■ **Your goal**: Reproduce exactly the lines from the line containing "I need the junctions" through the end of the records below, including both ends, and nothing else.

(Collected data entries)
---*---

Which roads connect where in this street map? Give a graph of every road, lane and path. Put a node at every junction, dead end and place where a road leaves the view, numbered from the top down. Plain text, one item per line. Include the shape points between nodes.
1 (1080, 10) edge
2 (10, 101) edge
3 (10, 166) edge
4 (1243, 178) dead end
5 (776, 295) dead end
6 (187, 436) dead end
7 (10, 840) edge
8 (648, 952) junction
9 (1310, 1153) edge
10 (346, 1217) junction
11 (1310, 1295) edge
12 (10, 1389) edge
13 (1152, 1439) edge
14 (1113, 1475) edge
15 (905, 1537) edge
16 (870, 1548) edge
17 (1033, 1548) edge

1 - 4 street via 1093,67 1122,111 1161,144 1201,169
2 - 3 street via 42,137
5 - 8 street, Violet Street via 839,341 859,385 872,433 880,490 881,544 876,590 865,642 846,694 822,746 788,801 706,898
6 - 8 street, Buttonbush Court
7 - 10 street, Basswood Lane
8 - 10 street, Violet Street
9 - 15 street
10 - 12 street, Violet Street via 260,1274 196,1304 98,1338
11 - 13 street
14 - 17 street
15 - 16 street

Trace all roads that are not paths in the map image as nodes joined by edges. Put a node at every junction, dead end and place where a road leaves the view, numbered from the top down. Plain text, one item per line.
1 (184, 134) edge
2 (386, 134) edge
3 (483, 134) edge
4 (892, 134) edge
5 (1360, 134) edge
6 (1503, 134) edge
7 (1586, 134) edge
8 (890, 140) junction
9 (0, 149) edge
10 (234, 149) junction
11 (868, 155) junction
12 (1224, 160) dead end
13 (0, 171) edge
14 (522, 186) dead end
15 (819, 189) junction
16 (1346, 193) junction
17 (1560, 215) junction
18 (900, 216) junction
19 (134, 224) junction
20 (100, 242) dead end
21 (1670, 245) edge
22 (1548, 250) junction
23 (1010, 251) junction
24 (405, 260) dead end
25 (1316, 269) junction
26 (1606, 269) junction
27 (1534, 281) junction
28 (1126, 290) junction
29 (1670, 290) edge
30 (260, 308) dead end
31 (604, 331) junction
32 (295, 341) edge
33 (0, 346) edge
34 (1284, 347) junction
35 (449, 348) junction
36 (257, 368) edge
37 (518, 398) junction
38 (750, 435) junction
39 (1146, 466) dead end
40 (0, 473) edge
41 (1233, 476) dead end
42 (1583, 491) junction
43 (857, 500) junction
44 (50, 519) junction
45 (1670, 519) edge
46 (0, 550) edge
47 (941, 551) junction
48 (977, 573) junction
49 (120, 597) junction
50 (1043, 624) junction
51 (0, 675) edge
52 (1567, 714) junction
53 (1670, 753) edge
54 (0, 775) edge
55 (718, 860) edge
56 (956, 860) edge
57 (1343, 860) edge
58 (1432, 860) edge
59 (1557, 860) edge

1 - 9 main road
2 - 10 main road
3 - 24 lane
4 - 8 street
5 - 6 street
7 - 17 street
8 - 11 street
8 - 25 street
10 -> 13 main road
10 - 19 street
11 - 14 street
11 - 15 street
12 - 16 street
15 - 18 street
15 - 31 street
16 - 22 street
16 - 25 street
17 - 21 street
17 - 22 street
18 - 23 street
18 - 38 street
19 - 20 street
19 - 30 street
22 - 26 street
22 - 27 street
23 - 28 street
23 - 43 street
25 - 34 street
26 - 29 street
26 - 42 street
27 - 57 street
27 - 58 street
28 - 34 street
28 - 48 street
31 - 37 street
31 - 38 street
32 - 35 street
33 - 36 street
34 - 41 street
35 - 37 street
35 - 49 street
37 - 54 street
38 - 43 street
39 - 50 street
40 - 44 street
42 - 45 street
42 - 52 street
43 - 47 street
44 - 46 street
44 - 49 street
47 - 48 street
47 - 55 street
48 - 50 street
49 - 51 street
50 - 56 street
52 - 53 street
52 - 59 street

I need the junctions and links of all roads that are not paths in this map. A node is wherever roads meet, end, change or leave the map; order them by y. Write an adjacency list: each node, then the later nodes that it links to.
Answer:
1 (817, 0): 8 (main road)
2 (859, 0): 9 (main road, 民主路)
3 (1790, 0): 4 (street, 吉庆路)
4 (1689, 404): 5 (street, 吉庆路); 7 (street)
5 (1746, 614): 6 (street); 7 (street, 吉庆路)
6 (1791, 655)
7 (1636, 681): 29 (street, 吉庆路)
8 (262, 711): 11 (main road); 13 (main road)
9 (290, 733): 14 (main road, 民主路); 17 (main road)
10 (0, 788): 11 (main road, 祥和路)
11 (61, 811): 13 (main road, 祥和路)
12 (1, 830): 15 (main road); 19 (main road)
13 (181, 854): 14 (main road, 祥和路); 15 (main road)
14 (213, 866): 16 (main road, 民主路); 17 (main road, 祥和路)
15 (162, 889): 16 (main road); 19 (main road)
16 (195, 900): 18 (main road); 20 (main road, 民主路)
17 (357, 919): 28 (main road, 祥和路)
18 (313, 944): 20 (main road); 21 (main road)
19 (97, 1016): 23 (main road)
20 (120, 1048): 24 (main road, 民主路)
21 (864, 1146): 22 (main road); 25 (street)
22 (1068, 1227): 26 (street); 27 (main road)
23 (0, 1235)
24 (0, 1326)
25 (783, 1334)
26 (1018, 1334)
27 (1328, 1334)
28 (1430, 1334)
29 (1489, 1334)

---*---

■ **Output of the task**:
I need the junctions and links of all roads that are not paths in this map. A node is wherever roads meet, end, change or leave the map; order them by y. Write an adjacency list: each node, then the later nodes that it links to.
Answer:
1 (817, 0): 8 (main road)
2 (859, 0): 9 (main road, 民主路)
3 (1790, 0): 4 (street, 吉庆路)
4 (1689, 404): 5 (street, 吉庆路); 7 (street)
5 (1746, 614): 6 (street); 7 (street, 吉庆路)
6 (1791, 655)
7 (1636, 681): 29 (street, 吉庆路)
8 (262, 711): 11 (main road); 13 (main road)
9 (290, 733): 14 (main road, 民主路); 17 (main road)
10 (0, 788): 11 (main road, 祥和路)
11 (61, 811): 13 (main road, 祥和路)
12 (1, 830): 15 (main road); 19 (main road)
13 (181, 854): 14 (main road, 祥和路); 15 (main road)
14 (213, 866): 16 (main road, 民主路); 17 (main road, 祥和路)
15 (162, 889): 16 (main road); 19 (main road)
16 (195, 900): 18 (main road); 20 (main road, 民主路)
17 (357, 919): 28 (main road, 祥和路)
18 (313, 944): 20 (main road); 21 (main road)
19 (97, 1016): 23 (main road)
20 (120, 1048): 24 (main road, 民主路)
21 (864, 1146): 22 (main road); 25 (street)
22 (1068, 1227): 26 (street); 27 (main road)
23 (0, 1235)
24 (0, 1326)
25 (783, 1334)
26 (1018, 1334)
27 (1328, 1334)
28 (1430, 1334)
29 (1489, 1334)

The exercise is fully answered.